“Reading is like going to the dentist”

“Sven Anders Johansson responds to his critics about the child and ungdomslitteraturen”

“This is a kulturartikel which is a part of Aftonbladet’s opinionsjournalistik.”

“How exciting would it be with literature if all the books wanted to teach, and set reality to the right?”

“thankfully, it is not really so, literature works, vuxenlitteraturen. In the contemporary child – and ungdomslitteraturen there are, however, quite often such a didactic trait: a willingness to present role models, to challenge the norms and deliver pictures of how everything should be. It is certainly understandable and often commendable, but commendable also has a downside.”

“nUngefär as I said in a short reply, in a panel discussion in the tv program Babylon a week ago. Exaggerated I? Very possible.”

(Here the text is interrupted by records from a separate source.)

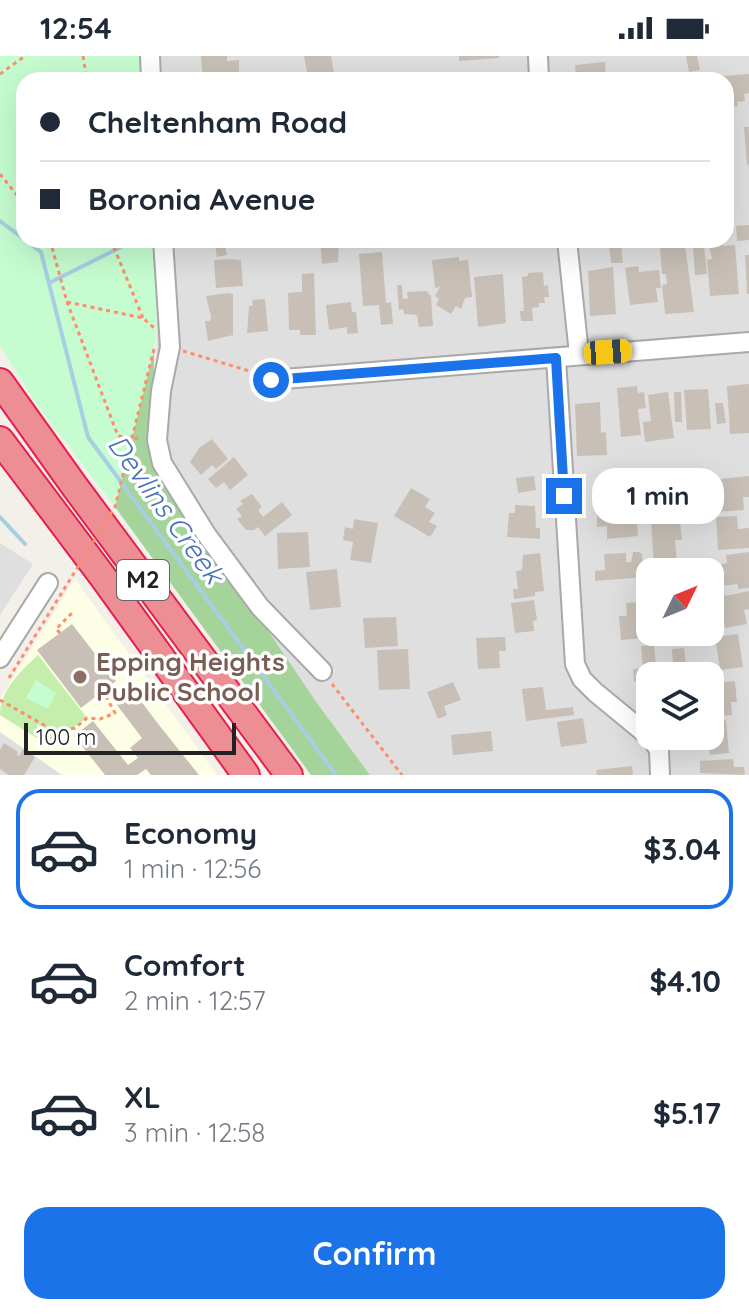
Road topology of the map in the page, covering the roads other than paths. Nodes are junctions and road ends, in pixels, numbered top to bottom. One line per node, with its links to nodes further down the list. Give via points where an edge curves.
1 (163, 248): 11 (street, via 157,440 162,463 260,607)
2 (568, 248): 4 (street)
3 (749, 342): 4 (street)
4 (579, 354): 5 (street)
5 (556, 358): 6 (street); 15 (street, via 575,664 595,692 652,739 659,750)
6 (271, 380)
7 (0, 382): 12 (highway, M2)
8 (0, 440): 13 (highway, M2)
9 (48, 583): 10 (street)
10 (0, 658)
11 (322, 671)
12 (273, 753): 13 (street); 14 (highway, M2)
13 (245, 774)
14 (289, 775)
15 (660, 775)

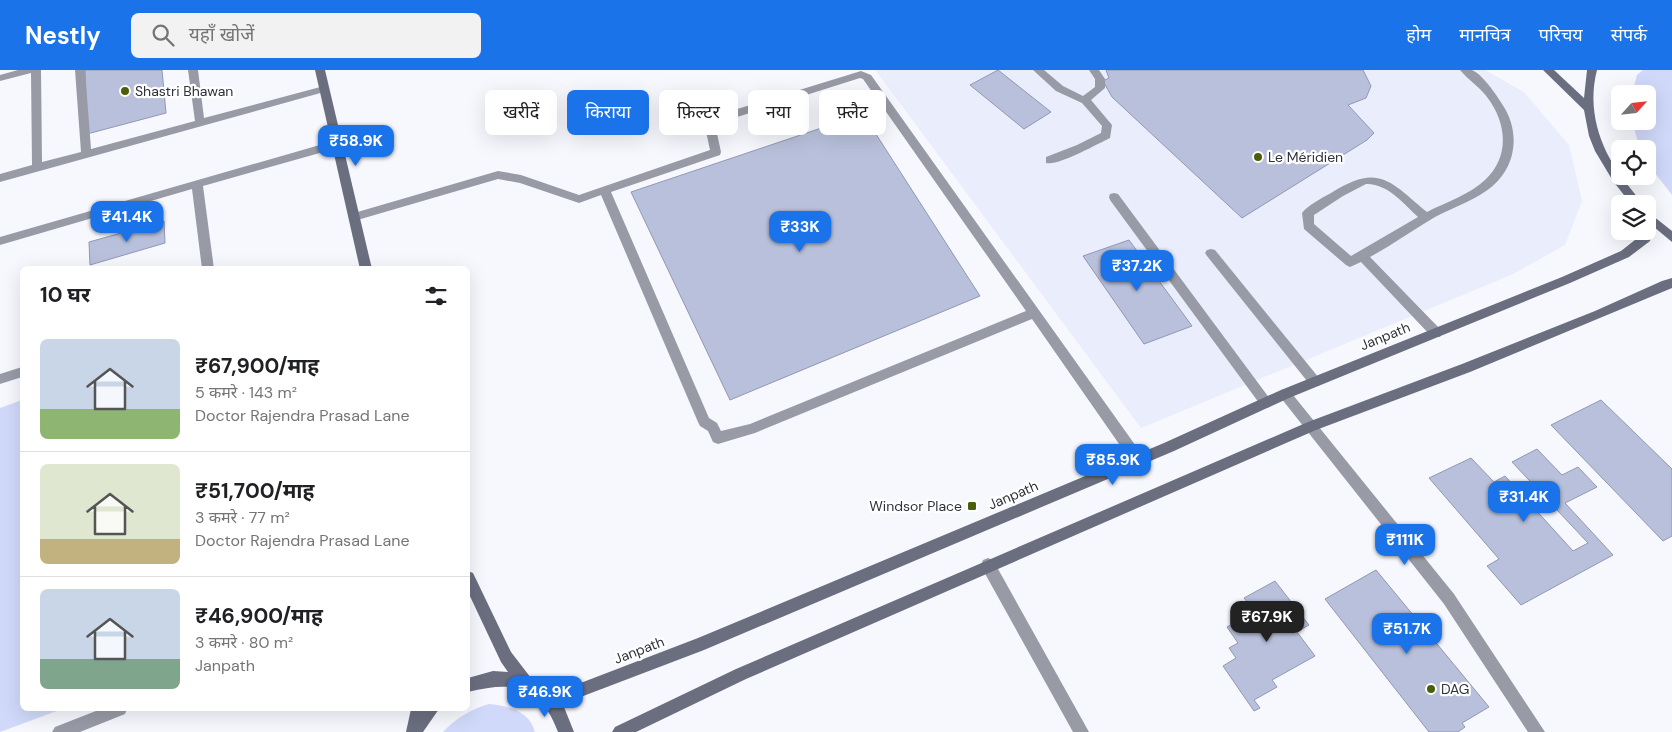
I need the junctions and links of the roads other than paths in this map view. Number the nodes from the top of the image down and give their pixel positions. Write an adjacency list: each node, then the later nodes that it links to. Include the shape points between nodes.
1 (31, 70): 11 (street)
2 (36, 70): 19 (street)
3 (80, 70): 17 (street)
4 (193, 70): 15 (street)
5 (320, 70): 12 (main road)
6 (1038, 70): 13 (street, via 1072,97)
7 (1094, 70): 13 (street, via 1100,79 1100,88)
8 (1465, 70): 26 (street, via 1476,78 1502,110 1511,138 1506,164 1488,185)
9 (1548, 70): 14 (main road)
10 (1592, 70): 14 (main road)
11 (0, 78)
12 (324, 89): 15 (street); 16 (main road)
13 (1085, 100): 18 (street, via 1107,125 1106,135)
14 (1586, 107): 23 (main road, via 1595,141 1615,177)
15 (200, 123): 17 (street)
16 (337, 144): 21 (street); 25 (main road)
17 (86, 154): 19 (street)
18 (1050, 160)
19 (37, 168): 20 (street)
20 (0, 178)
21 (196, 184): 30 (street); 33 (street)
22 (605, 191): 25 (street, via 580,199 521,179 498,175); 36 (street, via 716,152 710,122 858,75 867,77); 36 (street, via 704,422 713,427 718,438 751,429)
23 (1630, 195)
24 (1114, 196): 42 (street)
25 (354, 217): 34 (main road)
26 (1426, 217): 32 (street); 32 (street, via 1385,184 1372,180 1360,182 1308,213 1308,226 1350,262)
27 (1656, 223): 28 (main road)
28 (1672, 238)
29 (1643, 240): 37 (main road, Janpath, via 1625,254)
30 (0, 241)
31 (1211, 253): 40 (street)
32 (1362, 256): 37 (street)
33 (208, 266)
34 (365, 266)
35 (1672, 283): 43 (main road)
36 (1034, 313): 44 (street)
37 (1436, 333): 40 (main road, Janpath)
38 (20, 373): 39 (street)
39 (0, 379)
40 (1315, 382): 41 (main road, Janpath)
41 (1286, 394): 42 (main road, Janpath); 43 (street)
42 (1266, 403): 44 (main road, Janpath)
43 (1312, 426): 45 (main road); 58 (street, via 1449,599)
44 (1138, 460): 49 (main road, Janpath, via 699,645 578,691)
45 (988, 565): 56 (main road, via 741,674); 57 (street)
46 (470, 582): 47 (main road, via 506,657)
47 (525, 682): 48 (main road, via 502,677); 49 (main road)
48 (470, 684)
49 (544, 693): 55 (main road, via 558,710)
50 (115, 711): 54 (street)
51 (418, 711): 53 (main road)
52 (430, 711): 53 (main road)
53 (415, 731)
54 (60, 732)
55 (566, 732)
56 (620, 732)
57 (1081, 732)
58 (1536, 732)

“Patrik Lundberg in Expressen and Lotta Olsson in Today’s News went in all the cases in the ceiling: a political governance of children’s literature does not exist! (Expressen, march 5, DN 9 march.) It turned up the tone (Olsson said to be ”furious”) suggests almost the opposite.”

“in Order to stick with the example I gave in Babylon, so there is a tendency to litteraturundervisningen today are increasingly harder to the school’s core values.”

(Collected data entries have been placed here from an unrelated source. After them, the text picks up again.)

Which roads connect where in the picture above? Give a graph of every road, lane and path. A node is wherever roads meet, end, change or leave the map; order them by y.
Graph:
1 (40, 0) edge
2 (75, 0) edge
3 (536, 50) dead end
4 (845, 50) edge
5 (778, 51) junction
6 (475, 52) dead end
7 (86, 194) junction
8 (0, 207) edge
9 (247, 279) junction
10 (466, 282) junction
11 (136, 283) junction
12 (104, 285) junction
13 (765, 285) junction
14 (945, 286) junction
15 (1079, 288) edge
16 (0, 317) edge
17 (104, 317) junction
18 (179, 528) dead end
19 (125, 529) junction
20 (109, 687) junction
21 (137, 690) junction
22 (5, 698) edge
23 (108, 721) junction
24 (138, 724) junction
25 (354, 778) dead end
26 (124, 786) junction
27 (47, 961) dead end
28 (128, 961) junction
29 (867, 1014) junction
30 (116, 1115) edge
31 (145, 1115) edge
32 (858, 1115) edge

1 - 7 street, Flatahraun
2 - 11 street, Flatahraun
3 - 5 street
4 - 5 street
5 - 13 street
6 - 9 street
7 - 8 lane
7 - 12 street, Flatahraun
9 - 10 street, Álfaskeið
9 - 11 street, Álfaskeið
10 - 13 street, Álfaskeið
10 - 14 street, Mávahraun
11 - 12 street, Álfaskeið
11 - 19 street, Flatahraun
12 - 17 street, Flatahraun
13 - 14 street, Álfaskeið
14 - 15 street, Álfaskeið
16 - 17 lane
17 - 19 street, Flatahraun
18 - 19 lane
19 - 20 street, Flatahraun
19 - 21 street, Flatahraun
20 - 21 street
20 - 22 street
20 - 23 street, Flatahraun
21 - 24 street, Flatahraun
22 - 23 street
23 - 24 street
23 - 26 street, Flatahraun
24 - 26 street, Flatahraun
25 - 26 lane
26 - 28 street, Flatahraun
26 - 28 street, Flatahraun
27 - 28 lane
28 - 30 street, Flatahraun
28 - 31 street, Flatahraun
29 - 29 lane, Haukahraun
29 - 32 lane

“It is a form of governance that it is easy to sympathize with, but it does not prevent that it is necessary to also see its downsides, not least when the evidence suggests that the reading among teens decreases. This is less about politics than tend to instrumentalize literature, and on an underlying notion of literature as a force for good.”

“nRisken with this approach is not just that some are socially conditioned medelklassvärderingar interface, but also that it ultimately leads to a beskäftigt idealiserande literature. To read books to last a bit like going to the dentist: something your parents want you to do.”

“There are debates that are idédrivna and so there are debates that most is about revirbevakning and personal antipathy. This, unfortunately, is the latter kind.”

“Patrik Lundberg is so occupied by my person, and my name bothers him. (A year ago I began to use my middle name in my professional capacity, all in order to avoid confusion with a fellow named the same thing. I get it, Patrik? Is the interest high among the Swedish newspaper Expressen’s readers?)”

“the night Lundberg have opinions on what humanistic research should be about, and suggests that the state should not fund it, is more interesting. It reminds the not-so-little about the populist attacks on the humanities – in particular, gender studies and postcolonial theory – which has been expressed from the högerhåll lately.”

“The debate I would be happy, but then it takes more than cheap innuendo.”